Hearts On Fire, created in 1996, is one of the world's fastest-growing luxury companies and is best-known for providing the diamonds for the 2006 Victoria's Secret Fantasy Bra, which was priced at $6.5 million.
During his speech, delivered in Alumnae Hall, Rothman spoke about his journey to the top of the entrepreneurial world, explaining that he became a businessman almost by mistake.
He was rejected from Harvard Medical School after graduating from the University of Pennsylvania, so he began selling Moroccan wallets on the street in Harvard Square.

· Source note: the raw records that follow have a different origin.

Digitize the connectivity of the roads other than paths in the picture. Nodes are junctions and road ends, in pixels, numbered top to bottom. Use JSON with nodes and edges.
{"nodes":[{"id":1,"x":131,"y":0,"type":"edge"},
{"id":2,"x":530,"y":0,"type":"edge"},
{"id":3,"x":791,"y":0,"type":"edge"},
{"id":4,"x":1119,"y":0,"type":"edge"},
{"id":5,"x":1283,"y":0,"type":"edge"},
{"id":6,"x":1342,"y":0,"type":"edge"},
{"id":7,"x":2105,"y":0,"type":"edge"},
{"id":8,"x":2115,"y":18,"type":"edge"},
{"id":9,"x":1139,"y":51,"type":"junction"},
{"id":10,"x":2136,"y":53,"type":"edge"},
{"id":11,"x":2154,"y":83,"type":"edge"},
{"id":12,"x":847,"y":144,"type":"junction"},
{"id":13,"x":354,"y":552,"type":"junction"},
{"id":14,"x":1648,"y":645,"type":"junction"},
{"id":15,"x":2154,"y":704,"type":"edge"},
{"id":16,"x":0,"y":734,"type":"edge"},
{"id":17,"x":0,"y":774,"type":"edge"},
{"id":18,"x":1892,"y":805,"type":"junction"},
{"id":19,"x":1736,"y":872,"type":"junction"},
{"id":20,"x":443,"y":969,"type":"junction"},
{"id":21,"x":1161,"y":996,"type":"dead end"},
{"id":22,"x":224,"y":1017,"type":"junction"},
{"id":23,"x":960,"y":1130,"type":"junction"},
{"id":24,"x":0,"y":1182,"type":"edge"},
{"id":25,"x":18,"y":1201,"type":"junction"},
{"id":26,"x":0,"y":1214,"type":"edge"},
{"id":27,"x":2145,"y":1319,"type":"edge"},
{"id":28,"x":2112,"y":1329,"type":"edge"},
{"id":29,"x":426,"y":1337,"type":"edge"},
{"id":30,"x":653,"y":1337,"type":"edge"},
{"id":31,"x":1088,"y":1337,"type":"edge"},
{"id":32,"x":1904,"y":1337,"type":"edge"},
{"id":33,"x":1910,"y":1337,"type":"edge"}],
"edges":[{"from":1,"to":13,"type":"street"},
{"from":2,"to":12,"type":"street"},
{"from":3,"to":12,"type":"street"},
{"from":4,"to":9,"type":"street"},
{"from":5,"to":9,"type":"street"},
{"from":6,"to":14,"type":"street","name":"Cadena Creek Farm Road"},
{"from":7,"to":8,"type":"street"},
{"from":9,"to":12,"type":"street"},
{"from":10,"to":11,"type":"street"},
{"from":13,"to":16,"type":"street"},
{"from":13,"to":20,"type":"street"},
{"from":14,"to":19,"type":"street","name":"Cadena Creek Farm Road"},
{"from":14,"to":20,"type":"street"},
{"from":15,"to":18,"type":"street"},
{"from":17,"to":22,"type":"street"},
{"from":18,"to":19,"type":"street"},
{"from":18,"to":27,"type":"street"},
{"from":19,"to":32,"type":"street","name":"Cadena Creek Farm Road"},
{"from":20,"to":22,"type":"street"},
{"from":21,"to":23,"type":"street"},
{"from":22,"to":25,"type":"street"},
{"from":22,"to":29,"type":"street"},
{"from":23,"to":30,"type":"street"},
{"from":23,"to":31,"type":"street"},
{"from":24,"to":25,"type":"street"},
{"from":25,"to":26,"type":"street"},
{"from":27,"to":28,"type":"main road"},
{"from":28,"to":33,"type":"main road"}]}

After a few months of sales, department stores like Filene's Basement began placing orders for his merchandise.
"It was 1972. I didn't know how to keep books, I didn't know how to register companies, I didn't know how to keep invoices," Rothman said. "I had no business plans, just four wallet samples."
During the next decade, Rothman and his wife, Susan, established themselves as buyers and sellers of Middle Eastern clothing and accessories, eventually opening a boutique in Boston.
Rothman explained that, while the income was good, life as a salesman was very taxing.
"We decided to reevaluate our lives," he said. "Let me tell you something about being an entrepreneur: It's 24/7."
He and his wife sold their business in 1978, and shortly afterward they were introduced to the world of diamonds while attending a dinner party in Birmingham, Ala.
"The diamond business was a closed industry at the time. You had to be born into it," he said. "Outsiders didn't get into the diamond business."
Rothman said that in the beginning it proved difficult, but his luck changed in 1980 when he met a diamond buyer in Antwerp, Belgium. With the help of the buyer and bank loans, Rothman's business soon took off.
"I'm a big believer in debt, I believe you use 'OPM': other people's money," he said. "I believe in borrowing from the banks."
So when the Bank of New England failed in 1991, Rothman found himself in a financial crisis. He said that they had to shrink his business by 60 percent in order to pay back more than 10 year's worth of loaned money.
"I realized that I needed to reinvent myself [and] the business if I was going to stay in," he said.
As a result, he went back to school, attending a special program for owners and managers at the Harvard Business School.
"The more you learn, the more you earn," he said. "If that's the only thing you learned from me tonight, I'll be a very happy guy."
Rothman closed by saying it is up to individuals to take control of their lives if they want to be successful.
"If you don't know who you want to be when you grow up, then life is going to happen to you," he said. "You aren't going to make life happen."
YET members said they were excited that Rothman gave the keynote address.
Senior Robert Petti, the group's director of operations and a co-facilitator for the conference, said that after hearing Rothman speak in his entrepreneurial marketing class last year, he decided to try to bring him to campus for the conference.
"He spoke with such passion," Petti said. "I wanted to give him an opportunity to speak in front of a bigger audience because he has one of the best entrepreneurial stories I've ever heard."
Sophomore and YET member Emilie Coen said that Rothman was someone that most people in attendance could relate to because last year's Fantasy Bra has attracted a lot of attention.
"[The bra is] something that everyone's heard of," she said.
YET President Jonathan Katz, a senior, felt that the organization's programming was a success.
"It is my hope that students walked away from the conference with at least one new thought about what they want to do in life," he said.